Milano, the Glittering City

A Youth Backpacker in Europe
Part II Chapter V
Milano, the Glittering City

I was profoundly excited to have finally reached Italy, the arguably most frequented European country. Origin of Renaissance, Italian ice-cream, paradise of world leading fashion brands including my favourite Dolce and Gabbana, and the world renowned horniness of Italian men, the inundation of street kissing scenes and the constant bombardment of “Ciao bello!”, Italy surely never lacked of charming characteristics.

In Milano, the heaven for fashion lovers was however surprisingly less attractive. It was shocked to learn from my Milanese hosts that Milan is actually the most expensive city in Italy, even more so than the capital Rome, and the city is famous for businesses rather than tourism.

After three days in Milano, I couldn’t agree more with my hosts. The only attractions in the city were Piazza Duomo and Castello Sforzesco. Exacerbated by the gloomy weather and heavy downpour during my first day of visit, Milan was surely nothing more than a hectic business centre that was drenched in heavy wet blanket.

However, when the weather was delectable, it was definitely joyous to wander on the multiple-lane boulevard with a waffle con ice-cream capped with especially liquirizia flavour, and to immerse myself in the energetic and fast-paced atmosphere of the city.

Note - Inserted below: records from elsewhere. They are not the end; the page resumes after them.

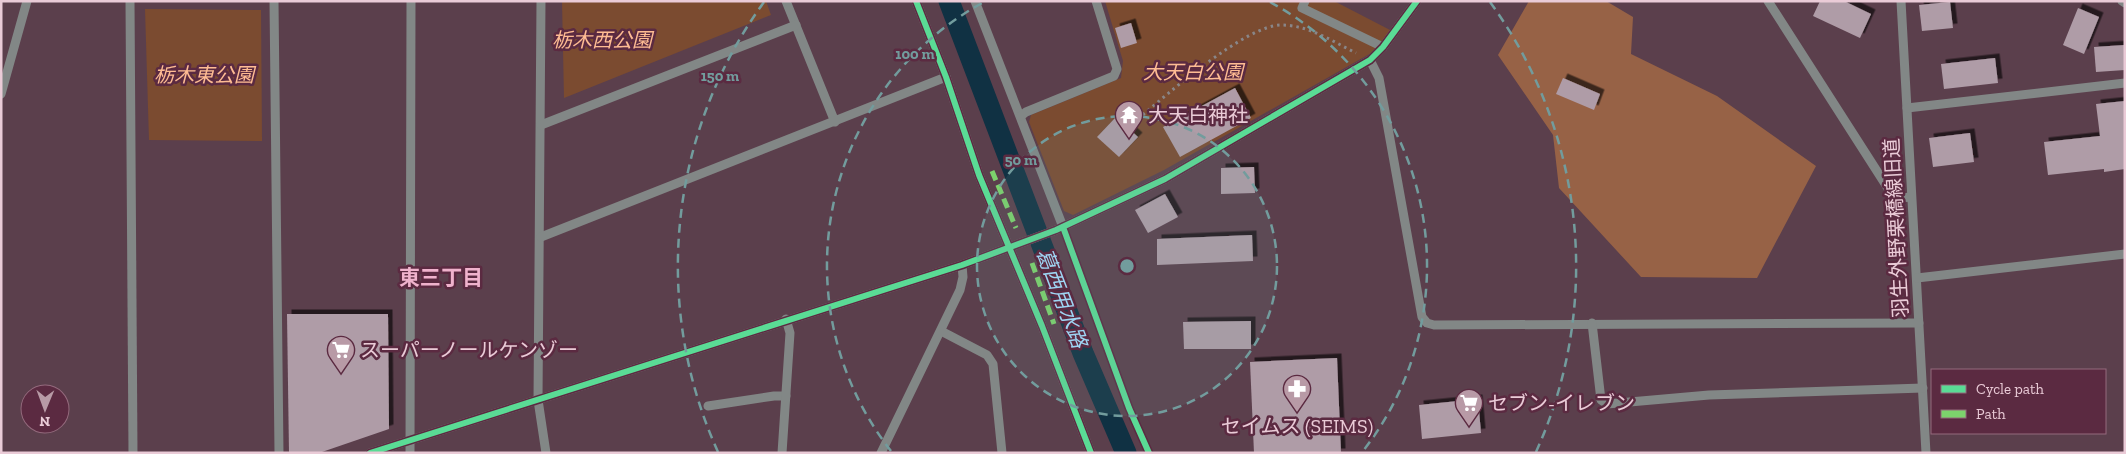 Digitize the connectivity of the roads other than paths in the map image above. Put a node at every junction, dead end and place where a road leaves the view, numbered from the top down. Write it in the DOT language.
graph roads {
  1 [pos="27,1"];
  2 [pos="130,1"];
  3 [pos="274,1"];
  4 [pos="411,1"];
  5 [pos="541,1"];
  6 [pos="786,1"];
  7 [pos="916,1"];
  8 [pos="974,1"];
  9 [pos="1096,1"];
  10 [pos="1305,1"];
  11 [pos="1417,1"];
  12 [pos="1768,1"];
  13 [pos="1901,1"];
  14 [pos="796,25"];
  15 [pos="1383,47"];
  16 [pos="1370,60"];
  17 [pos="946,77"];
  18 [pos="2125,83"];
  19 [pos="1,93"];
  20 [pos="1907,108"];
  21 [pos="1021,116"];
  22 [pos="835,122"];
  23 [pos="541,125"];
  24 [pos="1911,197"];
  25 [pos="1060,229"];
  26 [pos="541,237"];
  27 [pos="1009,248"];
  28 [pos="2125,254"];
  29 [pos="962,265"];
  30 [pos="1917,278"];
  31 [pos="786,319"];
  32 [pos="1592,323"];
  33 [pos="1919,323"];
  34 [pos="941,331"];
  35 [pos="1923,388"];
  36 [pos="786,396"];
  37 [pos="538,400"];
  38 [pos="708,406"];
  39 [pos="410,441"];
  40 [pos="133,453"];
  41 [pos="280,453"];
  42 [pos="370,453"];
  43 [pos="410,453"];
  44 [pos="546,453"];
  45 [pos="782,453"];
  46 [pos="881,453"];
  47 [pos="1002,453"];
  48 [pos="1091,453"];
  49 [pos="1926,453"];
  1 -- 19 [label="street"];
  2 -- 40 [label="street"];
  3 -- 41 [label="street"];
  4 -- 39 [label="street"];
  5 -- 23 [label="street"];
  6 -- 14 [label="street"];
  7 -- 17 [label="street"];
  8 -- 21 [label="street"];
  9 -- 21 [label="street"];
  10 -- 15 [label="street"];
  11 -- 15 [label="street"];
  12 -- 24 [label="street"];
  13 -- 20 [label="street, 羽生外野栗橋線旧道"];
  14 -- 22 [label="street"];
  14 -- 23 [label="street"];
  15 -- 16 [label="street"];
  16 -- 25 [label="street"];
  16 -- 32 [label="street"];
  17 -- 22 [label="street"];
  17 -- 27 [label="street"];
  18 -- 20 [label="street"];
  20 -- 24 [label="street, 羽生外野栗橋線旧道"];
  21 -- 25 [label="street"];
  22 -- 26 [label="street"];
  23 -- 26 [label="street"];
  24 -- 30 [label="street, 羽生外野栗橋線旧道"];
  25 -- 27 [label="street"];
  26 -- 37 [label="street"];
  27 -- 29 [label="street"];
  27 -- 48 [label="street"];
  28 -- 30 [label="street"];
  29 -- 31 [label="street"];
  29 -- 34 [label="street"];
  30 -- 33 [label="street, 羽生外野栗橋線旧道"];
  31 -- 36 [label="street"];
  31 -- 37 [label="street"];
  32 -- 33 [label="street"];
  32 -- 35 [label="street"];
  33 -- 35 [label="street, 羽生外野栗橋線旧道"];
  34 -- 46 [label="street"];
  34 -- 47 [label="street"];
  35 -- 49 [label="street, 羽生外野栗橋線旧道"];
  36 -- 38 [label="street"];
  36 -- 45 [label="street"];
  37 -- 39 [label="street"];
  37 -- 44 [label="street"];
  39 -- 42 [label="street"];
  39 -- 43 [label="street"];
} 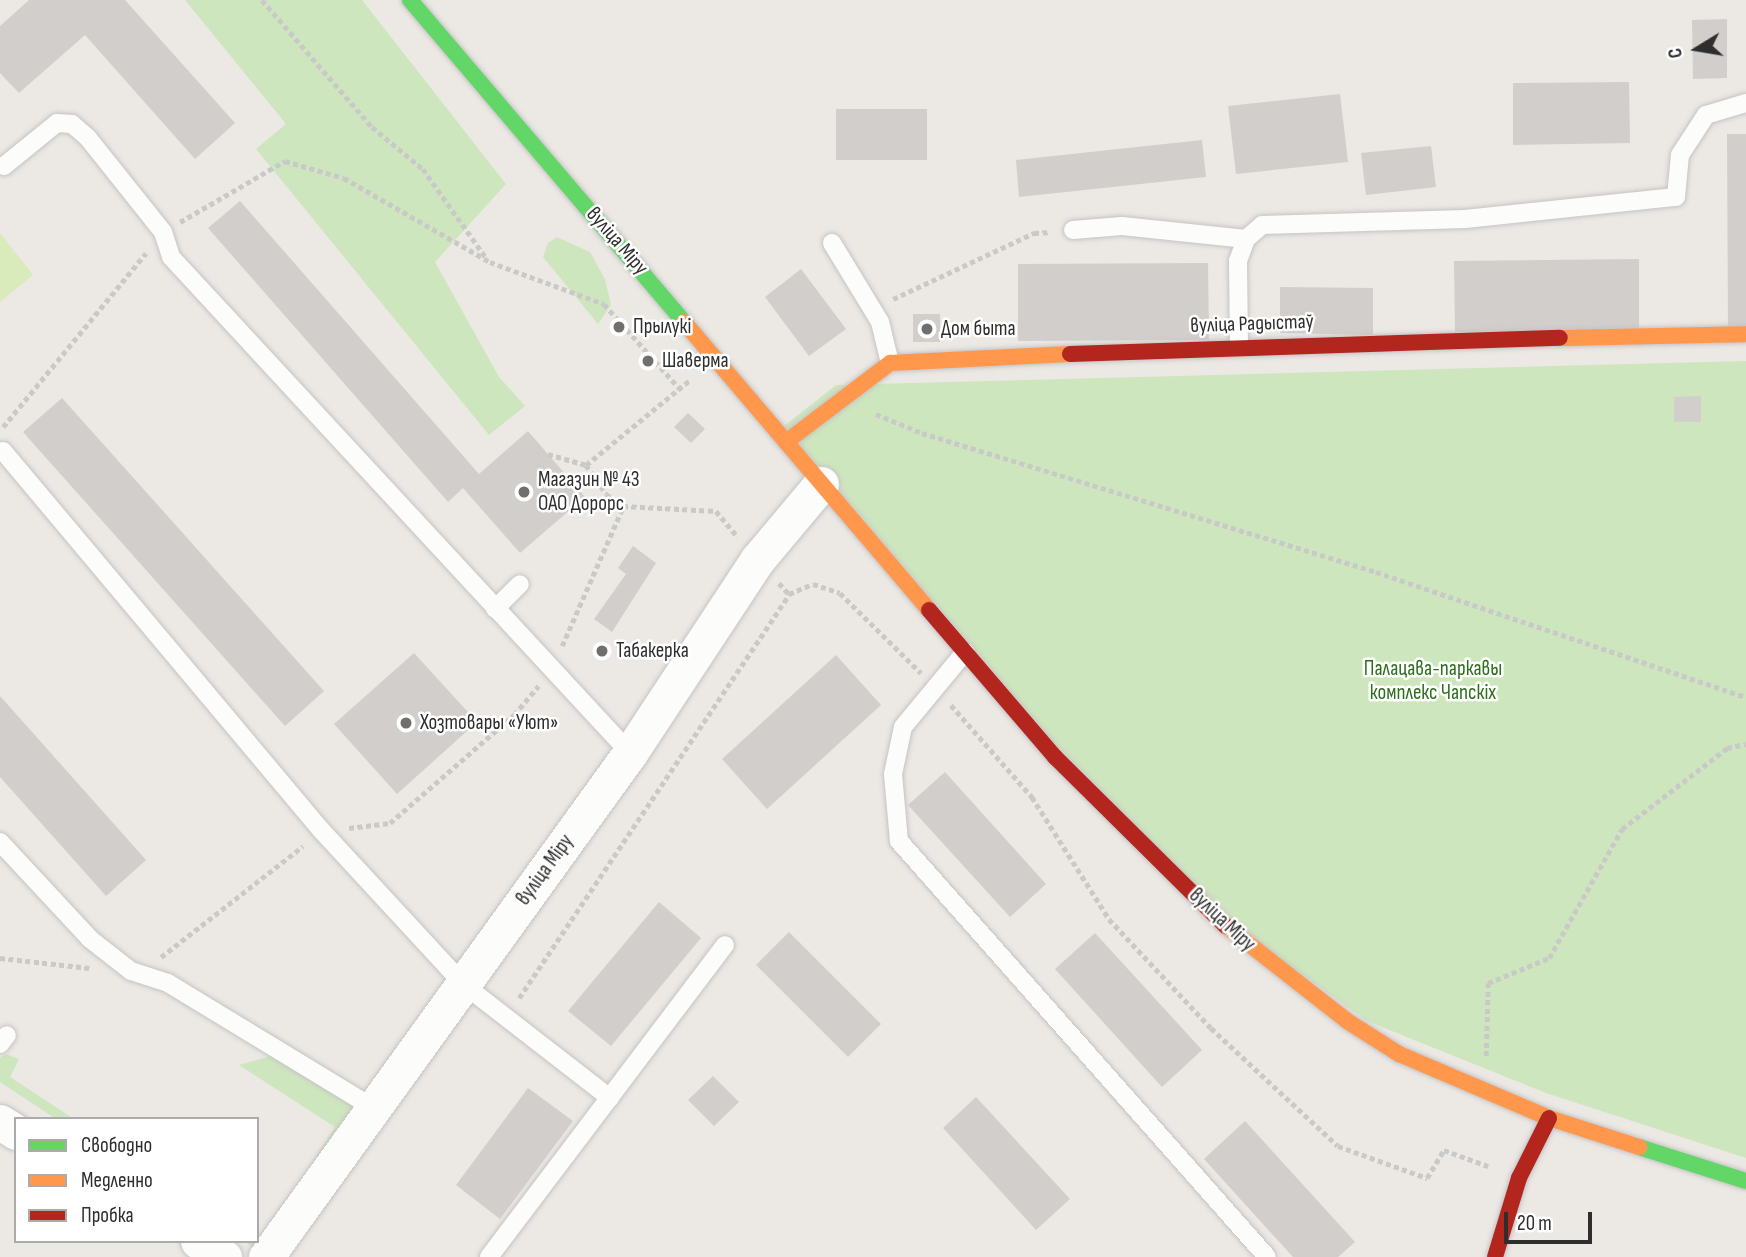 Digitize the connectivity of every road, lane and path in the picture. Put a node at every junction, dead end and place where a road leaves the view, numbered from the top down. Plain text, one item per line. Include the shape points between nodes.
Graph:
1 (262, 0) edge
2 (410, 0) edge
3 (1746, 103) edge
4 (4, 166) dead end
5 (1073, 230) joint
6 (163, 232) junction
7 (1246, 239) junction
8 (832, 243) dead end
9 (490, 262) junction
10 (872, 308) junction
11 (1746, 334) edge
12 (1239, 345) junction
13 (714, 355) junction
14 (890, 363) junction
15 (680, 389) junction
16 (842, 401) junction
17 (0, 431) edge
18 (786, 442) junction
19 (3, 451) dead end
20 (548, 454) dead end
21 (821, 484) junction
22 (623, 506) dead end
23 (520, 583) dead end
24 (789, 594) dead end
25 (495, 609) junction
26 (965, 652) junction
27 (552, 670) junction
28 (1746, 698) edge
29 (1746, 744) edge
30 (629, 753) junction
31 (322, 831) junction
32 (0, 842) edge
33 (725, 945) dead end
34 (0, 958) edge
35 (131, 971) junction
36 (463, 984) junction
37 (504, 1020) junction
38 (1485, 1092) junction
39 (610, 1098) junction
40 (372, 1107) junction
41 (1549, 1118) junction
42 (1746, 1181) edge
43 (201, 1243) edge
44 (224, 1257) edge
45 (267, 1257) edge
46 (489, 1257) edge
47 (1267, 1257) edge
48 (1494, 1257) edge

1 - 9 path via 372,127 423,169
2 - 13 street, вуліца Міру
3 - 7 lane via 1706,115 1679,155 1676,197 1465,219 1262,225
4 - 6 lane via 57,123 72,124
5 - 7 lane via 1122,226
5 - 10 path via 1034,233
6 - 9 path via 285,161 364,186
6 - 17 path
6 - 25 lane via 171,257
7 - 12 lane via 1238,261
8 - 10 lane
9 - 15 path via 604,304
10 - 14 lane
11 - 12 street, вуліца Радыстаў
12 - 14 street, вуліца Радыстаў
13 - 15 path
13 - 18 street, вуліца Міру
14 - 16 street
15 - 20 path via 586,465
16 - 18 street
16 - 28 path via 922,433 1198,515
18 - 21 street, вуліца Міру
19 - 31 lane
21 - 26 street, вуліца Міру
21 - 30 street, вуліца Міру via 758,559
22 - 27 path
23 - 25 lane
24 - 37 path
25 - 27 lane
26 - 38 street, вуліца Міру via 1055,757 1229,929 1347,1021 1399,1054
26 - 47 lane via 903,727 894,775 899,841
27 - 30 lane
27 - 31 path via 514,715 390,823
29 - 38 path via 1727,748 1622,829 1549,958 1488,983
30 - 36 street, вуліца Міру
31 - 35 path via 156,960
31 - 36 lane
32 - 35 lane via 90,939
33 - 39 lane
34 - 35 path
35 - 40 lane via 168,983
36 - 37 lane
36 - 40 street, вуліца Міру
37 - 39 lane
38 - 41 street, вуліца Міру
39 - 46 lane
40 - 45 street, вуліца Міру
41 - 42 street, вуліца Міру
41 - 48 street via 1519,1178
43 - 44 street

I wasn’t stayed in the city centre. Instead, I spent my 4 days with my host in Inzago, a suburban area of Milano. It took me an hour of bus and underground rides each time before I reached the city centre. It is worth mentioning the difference between these two places despite the fact that they are just some tens of kilometres away.

The major distinction between Inzago and Milano was the disparity between the rich and poor. Certainly, the rich are those living in Milano city centre and the poor are the suburbanites.

It was very interesting to pass by the dazzlingly glamorous street cafés with people dressed up in flawlessly pressed suits or glimmering trendy dresses, as if they were gold coated statues posing with their extravagantly served Italian cuisines and sipping in their soul grasping cappuccino or espresso. You can tell from the scene that even the cameriere were attired in supreme quality uniform.

Contrary to the sparkling portrait of Milanese, people living in Inzago were severely plainly touched. However, the friendliness, the warming hugs, and the passionate culture sharing that got me accustomed to Italian culture sooner than I had anticipated, which were scarcely available in Milano centre was abundant here.

My hosts weren’t filthy rich people. In fact, they watched their spending cautiously. But during my stay in their house, the munificent of Italian hospitality was never inadequate. It was in their house that I truly experienced that an adventure in the local culture depends not on solvency. It could be simple garden picked fresh ingredients for pesto mixed with homemade penne pasta, accompanied by an afternoon of lazy conversation on a swinging chair with two gigantic and human language literate dogs.

English was of course a major obstacle. But the eagerness of Italian to make you understand of their conversations was what I truly appreciated.

It was indeed a good chapter of introduction to my Italian voyage and I was thankful to my Milanese hosts. They had given me the best hosting experience and they had surely proved friendly Italian hospitality plausible.